Etwas innere Größe braucht es wohl, sich als normale Null zu akzeptieren. Dahin kommt niemand, der an der offenen Wunde der Komplexe leckt. Und sicher auch niemand, der dem hohlen Glitter irgendwelcher Irrlichter verfallen ist. Sämtliche berauschende und betäubende Mittel sind zusätzlich nicht gerade hilfreich. Aber nüchtern betrachtet bleibt eine Maus nunmal eine Maus. Vorallem wenn man sie ins rechte Verhältnis setzt.
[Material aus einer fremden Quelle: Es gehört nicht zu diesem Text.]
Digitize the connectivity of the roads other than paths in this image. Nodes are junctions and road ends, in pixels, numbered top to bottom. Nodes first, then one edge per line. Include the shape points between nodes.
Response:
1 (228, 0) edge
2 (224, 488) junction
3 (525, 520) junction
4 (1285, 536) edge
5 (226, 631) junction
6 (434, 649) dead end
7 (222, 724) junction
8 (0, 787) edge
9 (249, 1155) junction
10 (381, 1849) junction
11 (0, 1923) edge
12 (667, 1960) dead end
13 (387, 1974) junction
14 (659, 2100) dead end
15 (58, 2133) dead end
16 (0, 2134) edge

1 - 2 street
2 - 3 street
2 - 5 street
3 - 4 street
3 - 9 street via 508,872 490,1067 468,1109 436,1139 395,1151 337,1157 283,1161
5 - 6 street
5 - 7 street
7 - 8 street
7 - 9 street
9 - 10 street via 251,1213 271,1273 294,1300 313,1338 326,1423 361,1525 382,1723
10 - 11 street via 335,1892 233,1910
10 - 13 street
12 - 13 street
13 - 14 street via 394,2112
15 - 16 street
Und schaue ich in die Weiten des Himmel (und ich sehe aus dem Fenster blickend unverhältnismäßig viel Himmel) sind wir schnell bei Einsteins Relativität.
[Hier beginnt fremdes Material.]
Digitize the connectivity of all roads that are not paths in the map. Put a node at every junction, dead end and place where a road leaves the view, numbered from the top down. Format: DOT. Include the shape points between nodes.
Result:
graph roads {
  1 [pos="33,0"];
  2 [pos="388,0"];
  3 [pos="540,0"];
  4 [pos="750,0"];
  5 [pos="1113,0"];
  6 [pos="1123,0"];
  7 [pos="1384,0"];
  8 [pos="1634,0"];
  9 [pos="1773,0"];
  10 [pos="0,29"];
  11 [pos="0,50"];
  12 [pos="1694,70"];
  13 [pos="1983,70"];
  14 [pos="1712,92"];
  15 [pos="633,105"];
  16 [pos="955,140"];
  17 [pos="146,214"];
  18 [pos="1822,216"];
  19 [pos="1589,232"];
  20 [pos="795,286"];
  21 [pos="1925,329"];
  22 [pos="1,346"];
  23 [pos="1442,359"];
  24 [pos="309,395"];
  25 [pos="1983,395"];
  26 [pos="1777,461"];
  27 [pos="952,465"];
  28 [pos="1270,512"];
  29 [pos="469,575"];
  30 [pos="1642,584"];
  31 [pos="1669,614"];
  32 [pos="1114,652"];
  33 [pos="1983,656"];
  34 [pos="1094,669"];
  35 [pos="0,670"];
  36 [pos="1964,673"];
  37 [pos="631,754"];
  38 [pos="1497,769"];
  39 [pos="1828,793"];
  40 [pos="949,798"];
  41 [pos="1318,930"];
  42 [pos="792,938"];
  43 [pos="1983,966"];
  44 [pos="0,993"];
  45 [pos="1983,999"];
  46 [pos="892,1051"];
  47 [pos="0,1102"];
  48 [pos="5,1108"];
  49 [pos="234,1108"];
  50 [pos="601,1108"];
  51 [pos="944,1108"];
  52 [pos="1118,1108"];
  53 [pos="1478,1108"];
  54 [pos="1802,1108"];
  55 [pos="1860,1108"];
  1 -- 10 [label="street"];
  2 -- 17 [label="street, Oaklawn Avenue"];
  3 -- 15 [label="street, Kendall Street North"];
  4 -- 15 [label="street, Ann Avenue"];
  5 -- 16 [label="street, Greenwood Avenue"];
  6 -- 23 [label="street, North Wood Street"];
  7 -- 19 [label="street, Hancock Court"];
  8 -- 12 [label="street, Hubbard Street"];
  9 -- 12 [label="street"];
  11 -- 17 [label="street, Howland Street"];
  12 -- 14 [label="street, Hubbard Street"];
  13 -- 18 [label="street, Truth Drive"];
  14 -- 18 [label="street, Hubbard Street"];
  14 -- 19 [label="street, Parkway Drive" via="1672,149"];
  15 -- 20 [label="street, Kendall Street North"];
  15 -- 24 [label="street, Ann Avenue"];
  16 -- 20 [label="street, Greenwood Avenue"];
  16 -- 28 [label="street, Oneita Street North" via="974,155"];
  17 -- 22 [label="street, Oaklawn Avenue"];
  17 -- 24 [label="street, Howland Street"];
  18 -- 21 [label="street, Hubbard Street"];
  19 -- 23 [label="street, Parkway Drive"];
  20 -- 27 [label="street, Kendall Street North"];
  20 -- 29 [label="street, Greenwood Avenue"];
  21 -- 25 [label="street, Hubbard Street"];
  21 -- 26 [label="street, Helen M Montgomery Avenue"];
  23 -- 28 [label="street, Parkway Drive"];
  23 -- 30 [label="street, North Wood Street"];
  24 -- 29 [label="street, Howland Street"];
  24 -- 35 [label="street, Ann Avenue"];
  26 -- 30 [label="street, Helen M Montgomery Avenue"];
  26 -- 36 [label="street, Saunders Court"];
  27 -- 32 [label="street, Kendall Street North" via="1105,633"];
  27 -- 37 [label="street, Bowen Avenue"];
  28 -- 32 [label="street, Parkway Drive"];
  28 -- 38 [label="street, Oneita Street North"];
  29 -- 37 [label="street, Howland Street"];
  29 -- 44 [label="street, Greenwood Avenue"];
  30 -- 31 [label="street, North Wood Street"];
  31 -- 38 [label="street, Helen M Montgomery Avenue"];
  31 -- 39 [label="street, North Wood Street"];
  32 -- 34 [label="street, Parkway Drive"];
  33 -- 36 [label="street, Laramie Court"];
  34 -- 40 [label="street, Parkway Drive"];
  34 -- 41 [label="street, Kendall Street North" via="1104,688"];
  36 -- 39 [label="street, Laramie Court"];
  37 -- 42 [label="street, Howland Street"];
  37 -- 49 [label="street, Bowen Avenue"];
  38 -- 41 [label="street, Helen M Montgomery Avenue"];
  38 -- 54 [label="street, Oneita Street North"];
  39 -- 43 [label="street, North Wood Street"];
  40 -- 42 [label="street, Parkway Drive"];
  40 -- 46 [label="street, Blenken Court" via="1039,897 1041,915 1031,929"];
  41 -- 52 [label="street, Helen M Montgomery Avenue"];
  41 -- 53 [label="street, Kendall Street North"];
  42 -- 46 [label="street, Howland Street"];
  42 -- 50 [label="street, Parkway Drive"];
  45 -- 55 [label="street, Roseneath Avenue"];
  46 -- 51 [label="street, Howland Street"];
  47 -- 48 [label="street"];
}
Goethe nennt es vornehm: *Man kann die Erfahrung nicht früh genug machen, wie entbehrlich man in der Welt ist:* Pfff, allein optisch schon, könnte ich manchmal quietschend aufschreien, wieviel Doppelgänger es gibt. Was bestücken der Habib und ich auf unseren Reisen irgendwelche Fremde mit Spitznamen guter Bekannter von uns. Das viel beworbene Individuum.
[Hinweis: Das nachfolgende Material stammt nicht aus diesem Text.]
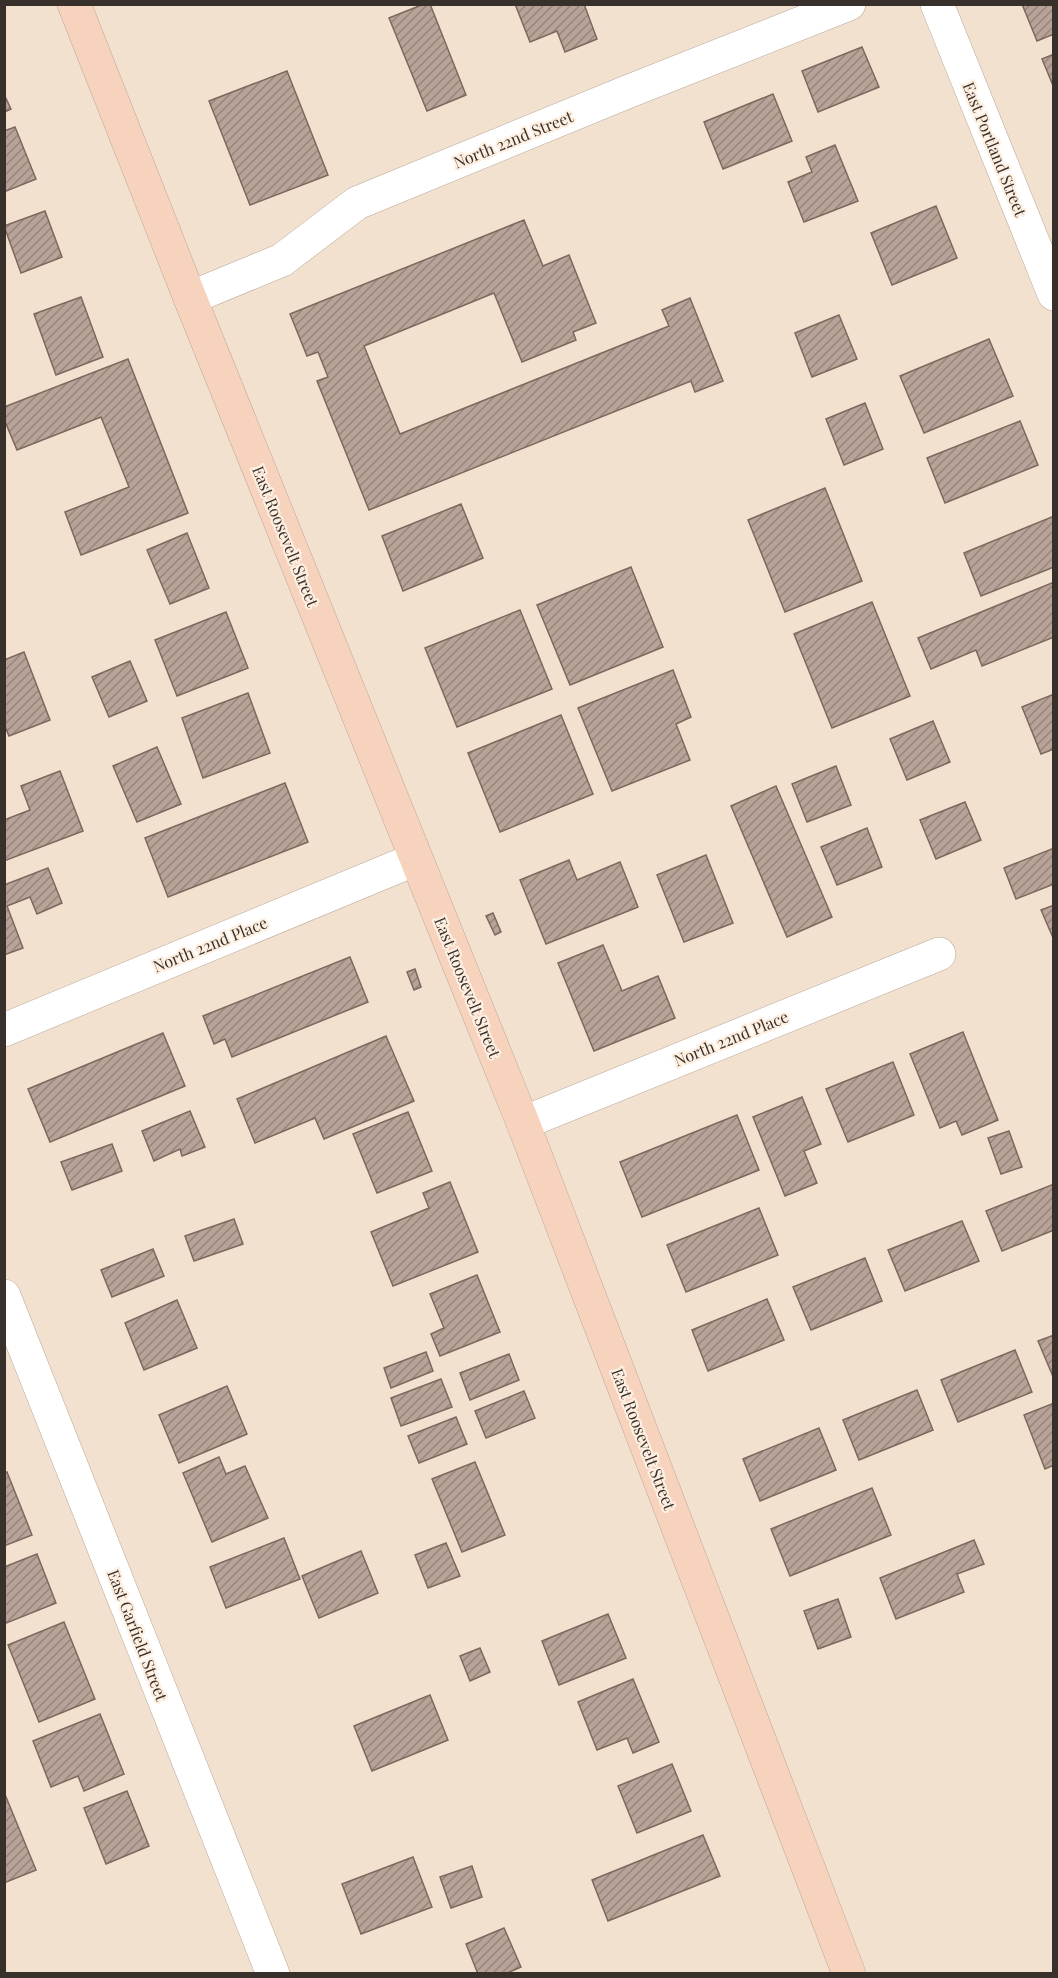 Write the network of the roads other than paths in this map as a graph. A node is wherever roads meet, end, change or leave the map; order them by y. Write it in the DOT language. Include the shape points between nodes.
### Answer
graph roads {
  1 [pos="74,4"];
  2 [pos="849,4"];
  3 [pos="937,4"];
  4 [pos="1053,294"];
  5 [pos="189,298"];
  6 [pos="416,860"];
  7 [pos="939,954"];
  8 [pos="4,1030"];
  9 [pos="523,1123"];
  10 [pos="4,1296"];
  11 [pos="273,1974"];
  12 [pos="849,1974"];
  1 -- 5 [label="street, East Roosevelt Street"];
  2 -- 5 [label="street, North 22nd Street" via="357,203 282,260"];
  3 -- 4 [label="street, East Portland Street"];
  5 -- 6 [label="street, East Roosevelt Street"];
  6 -- 8 [label="street, North 22nd Place"];
  6 -- 9 [label="street, East Roosevelt Street"];
  7 -- 9 [label="street, North 22nd Place"];
  9 -- 12 [label="street, East Roosevelt Street"];
  10 -- 11 [label="street, East Garfield Street"];
}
Ich habe nichts, rein gar nichts gegen individuelle Menschen. Viel mehr noch aber würde ich schätzen, wenn die Menschen von ihrer hohen Meinung über sich selbst runterkämen. Nicht nur dass es den allgemeinen Umgang untereinander erleichtern würde (Stichwort Selbstironie) es würde unglaublich viele Menschen friedlicher und entspannter stimmen. Mit seligem Lächeln kann ich sagen: ich bin 0-8/15, eine Pfeife, eine von vielen, so richtig hundsgewöhnlich. Dank dieser Erkenntnis lebe ich mit einer Ungestressheit, die ich mir mit meinen Zigeunerstimmungen nie hätte träumen lassen. 

Und die ich vielen Menschen wünschen würde.

Genauso gewöhnliche Gartenküche ist heute meine Pasta. Was sie nicht davon abhält, köstlich zu schmecken. Man könnte es auch ein richtig selbstzufriedenes Pasta-Gratin nennen. Übrigens mein letztes Zucchini-Gericht für dieses Jahr.
Zutaten 2P:

2 Zucchini, größer (m: gelb, grün)
200g Pasta (m: Spirelli)
250ml ofengeröstete Tomaten
2 Knoblauchzehen
4 Zweige frischer Oregano
5 Zweige Thymian
2 TL getrockneter Oregano
Harissa
Salz, Pfeffer
1 Pr. Zucker
2 Kugeln Mozzarella 

Zubereitung:
Die Zucchini in feine Scheiben hobeln. Den Backofen auf 230° C vorheizen. Ein Backblech mit Backpapier auslegen. Die Zucchinischeiben dachziegelartig auf das Blech setzen und mit etwas Olivenöl beträufeln. Salzen und pfeffern und auf der obersten Schiene für ca. 15 Minuten backen.

Währenddessen die Pasta in reichlich Salzwasser bißfest garen.

Den Knoblauch fein hacken, ebenso den frischen Oregano. Beides in etwas Olivenöl kurz anrösten, dann die Ofentomaten dazugeben. Mit Harissa, Salz, Pfeffer und einer Prise Zucker abschmecken.

Eine Gratinform buttern.

Die gegarten Zucchini-Scheiben mit der Tomatencrème mischen und die Pasta gut feucht ebenfalls unter die Sauce heben.

Alles in die Gratinform füllen, den in Scheiben geschnittenen Mozzarella darauf schichten und den getrockneten Oregano darüber streuen.

Den Ofen auf 200° runterdrehen und das Gratin solange in den Ofen stellen, bis der Mozarella schön geschmolzen ist und etwas Farbe angenommen hat.